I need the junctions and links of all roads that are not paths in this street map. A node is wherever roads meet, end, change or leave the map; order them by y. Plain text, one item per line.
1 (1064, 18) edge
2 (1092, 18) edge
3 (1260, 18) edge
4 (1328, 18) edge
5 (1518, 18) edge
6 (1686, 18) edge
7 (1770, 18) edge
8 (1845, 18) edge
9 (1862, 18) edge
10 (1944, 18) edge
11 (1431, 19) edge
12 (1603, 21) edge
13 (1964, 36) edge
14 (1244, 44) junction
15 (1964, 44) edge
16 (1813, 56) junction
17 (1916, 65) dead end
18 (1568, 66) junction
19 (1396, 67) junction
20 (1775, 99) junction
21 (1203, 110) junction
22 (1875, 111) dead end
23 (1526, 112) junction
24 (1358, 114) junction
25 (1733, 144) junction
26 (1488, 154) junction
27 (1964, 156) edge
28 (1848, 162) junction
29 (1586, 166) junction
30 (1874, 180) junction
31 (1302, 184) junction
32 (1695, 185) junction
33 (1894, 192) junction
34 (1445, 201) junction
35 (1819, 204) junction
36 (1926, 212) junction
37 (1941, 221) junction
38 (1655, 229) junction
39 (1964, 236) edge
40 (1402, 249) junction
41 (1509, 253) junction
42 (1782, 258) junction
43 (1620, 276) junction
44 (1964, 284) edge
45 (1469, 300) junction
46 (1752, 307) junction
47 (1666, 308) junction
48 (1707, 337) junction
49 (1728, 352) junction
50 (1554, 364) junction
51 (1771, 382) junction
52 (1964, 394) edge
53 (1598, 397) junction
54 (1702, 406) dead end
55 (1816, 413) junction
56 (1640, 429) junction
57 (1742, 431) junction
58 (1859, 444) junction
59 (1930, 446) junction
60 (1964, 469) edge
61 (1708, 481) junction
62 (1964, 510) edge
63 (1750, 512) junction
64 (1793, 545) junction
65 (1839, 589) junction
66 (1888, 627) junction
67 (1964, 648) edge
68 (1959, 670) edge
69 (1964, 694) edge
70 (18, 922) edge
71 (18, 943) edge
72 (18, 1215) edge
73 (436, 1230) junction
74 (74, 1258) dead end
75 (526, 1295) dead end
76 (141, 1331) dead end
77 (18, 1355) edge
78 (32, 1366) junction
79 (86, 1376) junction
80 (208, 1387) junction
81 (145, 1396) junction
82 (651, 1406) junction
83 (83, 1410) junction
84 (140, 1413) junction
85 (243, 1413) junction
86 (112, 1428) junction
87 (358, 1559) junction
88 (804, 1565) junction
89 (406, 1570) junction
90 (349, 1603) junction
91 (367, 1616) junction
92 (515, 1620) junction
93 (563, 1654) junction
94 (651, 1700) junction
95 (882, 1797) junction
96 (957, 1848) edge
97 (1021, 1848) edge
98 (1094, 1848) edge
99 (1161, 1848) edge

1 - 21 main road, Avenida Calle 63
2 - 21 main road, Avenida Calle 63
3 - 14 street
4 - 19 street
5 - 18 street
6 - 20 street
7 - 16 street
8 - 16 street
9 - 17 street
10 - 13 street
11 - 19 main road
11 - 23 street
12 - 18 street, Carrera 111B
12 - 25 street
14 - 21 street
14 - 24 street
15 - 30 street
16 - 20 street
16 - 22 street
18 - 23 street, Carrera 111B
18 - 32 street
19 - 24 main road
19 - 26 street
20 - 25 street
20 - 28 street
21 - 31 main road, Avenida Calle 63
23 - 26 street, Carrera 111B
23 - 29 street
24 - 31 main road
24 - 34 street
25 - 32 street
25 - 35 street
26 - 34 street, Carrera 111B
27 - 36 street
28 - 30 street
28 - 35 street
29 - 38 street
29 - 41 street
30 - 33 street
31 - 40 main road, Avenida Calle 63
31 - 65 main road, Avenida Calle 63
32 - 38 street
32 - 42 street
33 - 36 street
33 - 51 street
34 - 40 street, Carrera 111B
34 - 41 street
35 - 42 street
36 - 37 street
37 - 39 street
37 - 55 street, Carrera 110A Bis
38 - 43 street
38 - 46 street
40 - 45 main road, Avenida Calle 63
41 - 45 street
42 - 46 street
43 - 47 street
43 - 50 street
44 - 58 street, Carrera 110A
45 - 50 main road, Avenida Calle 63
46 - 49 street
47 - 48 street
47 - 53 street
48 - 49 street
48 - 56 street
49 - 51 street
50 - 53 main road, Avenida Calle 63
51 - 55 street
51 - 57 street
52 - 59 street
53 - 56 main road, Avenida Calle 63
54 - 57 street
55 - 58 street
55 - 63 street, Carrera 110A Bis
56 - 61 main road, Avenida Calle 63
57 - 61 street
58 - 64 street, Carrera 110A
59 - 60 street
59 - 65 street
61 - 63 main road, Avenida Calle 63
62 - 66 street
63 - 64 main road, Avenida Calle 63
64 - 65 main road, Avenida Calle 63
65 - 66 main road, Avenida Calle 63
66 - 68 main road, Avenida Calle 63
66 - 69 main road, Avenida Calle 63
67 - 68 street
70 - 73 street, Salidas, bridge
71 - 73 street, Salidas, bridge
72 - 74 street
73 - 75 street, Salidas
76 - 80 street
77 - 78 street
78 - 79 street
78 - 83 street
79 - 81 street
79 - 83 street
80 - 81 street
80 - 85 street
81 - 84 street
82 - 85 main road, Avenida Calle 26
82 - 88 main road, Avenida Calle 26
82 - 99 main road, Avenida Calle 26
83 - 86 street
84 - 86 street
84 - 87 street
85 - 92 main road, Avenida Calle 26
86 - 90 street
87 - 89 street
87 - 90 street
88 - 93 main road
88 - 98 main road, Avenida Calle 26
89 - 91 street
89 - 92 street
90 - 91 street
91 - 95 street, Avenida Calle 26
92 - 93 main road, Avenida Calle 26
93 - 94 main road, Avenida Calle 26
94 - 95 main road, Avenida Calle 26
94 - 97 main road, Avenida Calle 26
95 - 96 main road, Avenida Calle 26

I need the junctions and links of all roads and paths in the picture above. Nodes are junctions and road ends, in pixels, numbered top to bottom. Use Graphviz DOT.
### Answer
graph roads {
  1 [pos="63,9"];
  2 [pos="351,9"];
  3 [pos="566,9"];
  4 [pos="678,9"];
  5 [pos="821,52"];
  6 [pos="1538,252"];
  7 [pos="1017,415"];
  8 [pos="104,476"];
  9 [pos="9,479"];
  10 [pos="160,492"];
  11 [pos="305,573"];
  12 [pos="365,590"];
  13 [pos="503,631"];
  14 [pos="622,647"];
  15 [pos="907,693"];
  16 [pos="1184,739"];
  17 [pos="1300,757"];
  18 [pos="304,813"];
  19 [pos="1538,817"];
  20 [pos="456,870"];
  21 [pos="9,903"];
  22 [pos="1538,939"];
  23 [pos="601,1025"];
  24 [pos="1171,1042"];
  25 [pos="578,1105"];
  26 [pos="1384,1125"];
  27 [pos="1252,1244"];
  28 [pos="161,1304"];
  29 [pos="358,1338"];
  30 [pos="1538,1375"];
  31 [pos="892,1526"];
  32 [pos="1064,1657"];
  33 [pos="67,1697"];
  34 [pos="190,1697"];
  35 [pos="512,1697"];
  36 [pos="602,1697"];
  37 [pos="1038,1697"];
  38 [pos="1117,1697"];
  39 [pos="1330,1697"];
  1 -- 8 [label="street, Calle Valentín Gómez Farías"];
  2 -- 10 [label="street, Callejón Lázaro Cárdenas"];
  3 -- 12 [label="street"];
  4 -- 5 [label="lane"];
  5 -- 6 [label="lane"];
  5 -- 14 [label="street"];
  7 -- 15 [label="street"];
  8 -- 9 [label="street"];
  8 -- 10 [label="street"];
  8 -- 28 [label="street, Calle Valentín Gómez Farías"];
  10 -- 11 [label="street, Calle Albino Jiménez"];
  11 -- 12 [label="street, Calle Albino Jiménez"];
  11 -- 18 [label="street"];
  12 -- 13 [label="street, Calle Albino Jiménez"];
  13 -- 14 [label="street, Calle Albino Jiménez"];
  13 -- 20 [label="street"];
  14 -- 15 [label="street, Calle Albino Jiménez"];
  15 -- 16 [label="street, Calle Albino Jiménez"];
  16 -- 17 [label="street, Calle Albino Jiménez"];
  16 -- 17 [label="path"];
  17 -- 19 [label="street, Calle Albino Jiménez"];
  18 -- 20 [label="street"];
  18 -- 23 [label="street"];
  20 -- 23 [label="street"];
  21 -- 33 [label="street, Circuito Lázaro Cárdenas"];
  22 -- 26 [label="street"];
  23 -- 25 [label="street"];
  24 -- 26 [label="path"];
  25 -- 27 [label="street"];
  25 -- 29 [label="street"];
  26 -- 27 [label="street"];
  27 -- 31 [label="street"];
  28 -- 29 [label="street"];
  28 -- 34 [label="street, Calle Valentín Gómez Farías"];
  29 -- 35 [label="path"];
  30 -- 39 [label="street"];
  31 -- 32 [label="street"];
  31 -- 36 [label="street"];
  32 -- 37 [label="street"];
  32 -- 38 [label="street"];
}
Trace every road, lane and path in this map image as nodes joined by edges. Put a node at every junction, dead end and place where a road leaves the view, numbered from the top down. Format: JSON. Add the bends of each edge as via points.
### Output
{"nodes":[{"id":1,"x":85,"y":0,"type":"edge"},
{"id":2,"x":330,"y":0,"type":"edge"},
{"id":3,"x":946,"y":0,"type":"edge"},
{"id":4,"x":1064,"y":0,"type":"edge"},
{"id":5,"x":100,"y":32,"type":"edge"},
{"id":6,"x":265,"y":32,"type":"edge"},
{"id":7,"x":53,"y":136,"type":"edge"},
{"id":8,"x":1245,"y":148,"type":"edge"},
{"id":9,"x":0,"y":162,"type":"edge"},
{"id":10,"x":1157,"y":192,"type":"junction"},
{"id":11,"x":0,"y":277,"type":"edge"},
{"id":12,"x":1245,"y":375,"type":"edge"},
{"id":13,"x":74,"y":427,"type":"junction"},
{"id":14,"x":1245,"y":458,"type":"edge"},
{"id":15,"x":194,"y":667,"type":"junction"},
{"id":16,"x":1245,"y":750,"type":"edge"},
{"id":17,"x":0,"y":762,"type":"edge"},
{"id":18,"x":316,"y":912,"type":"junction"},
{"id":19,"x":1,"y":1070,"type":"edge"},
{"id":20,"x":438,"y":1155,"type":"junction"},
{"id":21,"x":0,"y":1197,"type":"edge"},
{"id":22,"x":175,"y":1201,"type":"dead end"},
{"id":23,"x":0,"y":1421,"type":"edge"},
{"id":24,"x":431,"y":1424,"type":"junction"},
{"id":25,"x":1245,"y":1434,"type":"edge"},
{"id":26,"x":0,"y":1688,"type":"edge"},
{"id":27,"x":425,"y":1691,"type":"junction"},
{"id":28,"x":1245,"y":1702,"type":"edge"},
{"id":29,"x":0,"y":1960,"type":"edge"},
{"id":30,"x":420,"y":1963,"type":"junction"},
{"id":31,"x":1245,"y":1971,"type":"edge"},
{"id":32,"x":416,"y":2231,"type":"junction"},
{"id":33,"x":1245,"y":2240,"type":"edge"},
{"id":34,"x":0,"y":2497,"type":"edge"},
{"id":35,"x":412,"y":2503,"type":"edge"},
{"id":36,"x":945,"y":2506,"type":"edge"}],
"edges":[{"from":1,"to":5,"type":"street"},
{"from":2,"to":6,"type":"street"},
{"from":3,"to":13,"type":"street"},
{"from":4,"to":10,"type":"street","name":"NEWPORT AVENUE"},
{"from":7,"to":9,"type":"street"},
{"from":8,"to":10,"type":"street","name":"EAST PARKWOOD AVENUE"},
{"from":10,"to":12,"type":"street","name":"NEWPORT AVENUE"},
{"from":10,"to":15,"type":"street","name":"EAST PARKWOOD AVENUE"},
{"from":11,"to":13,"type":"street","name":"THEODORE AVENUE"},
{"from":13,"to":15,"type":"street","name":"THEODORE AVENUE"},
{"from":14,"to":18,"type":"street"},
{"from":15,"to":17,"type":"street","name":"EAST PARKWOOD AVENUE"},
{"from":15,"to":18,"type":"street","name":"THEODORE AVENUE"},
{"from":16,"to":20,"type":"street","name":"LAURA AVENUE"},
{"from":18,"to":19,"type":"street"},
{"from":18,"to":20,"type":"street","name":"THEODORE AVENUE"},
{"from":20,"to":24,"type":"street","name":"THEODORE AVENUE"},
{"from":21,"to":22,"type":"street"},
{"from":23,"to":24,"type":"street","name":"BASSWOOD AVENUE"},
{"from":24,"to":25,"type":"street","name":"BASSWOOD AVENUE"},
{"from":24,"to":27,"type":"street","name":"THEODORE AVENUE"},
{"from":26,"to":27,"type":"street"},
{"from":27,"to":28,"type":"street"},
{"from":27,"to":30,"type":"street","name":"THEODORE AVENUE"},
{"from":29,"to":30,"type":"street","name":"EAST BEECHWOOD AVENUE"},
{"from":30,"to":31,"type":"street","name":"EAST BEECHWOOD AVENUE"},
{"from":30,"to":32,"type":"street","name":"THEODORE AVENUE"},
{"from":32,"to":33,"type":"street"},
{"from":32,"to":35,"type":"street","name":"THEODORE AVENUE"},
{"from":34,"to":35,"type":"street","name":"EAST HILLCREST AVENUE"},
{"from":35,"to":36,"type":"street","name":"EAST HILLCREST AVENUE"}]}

# Problem requirements
Using the records above, report the count of lines holding "bridge" and nothing else.

# Exercise result
2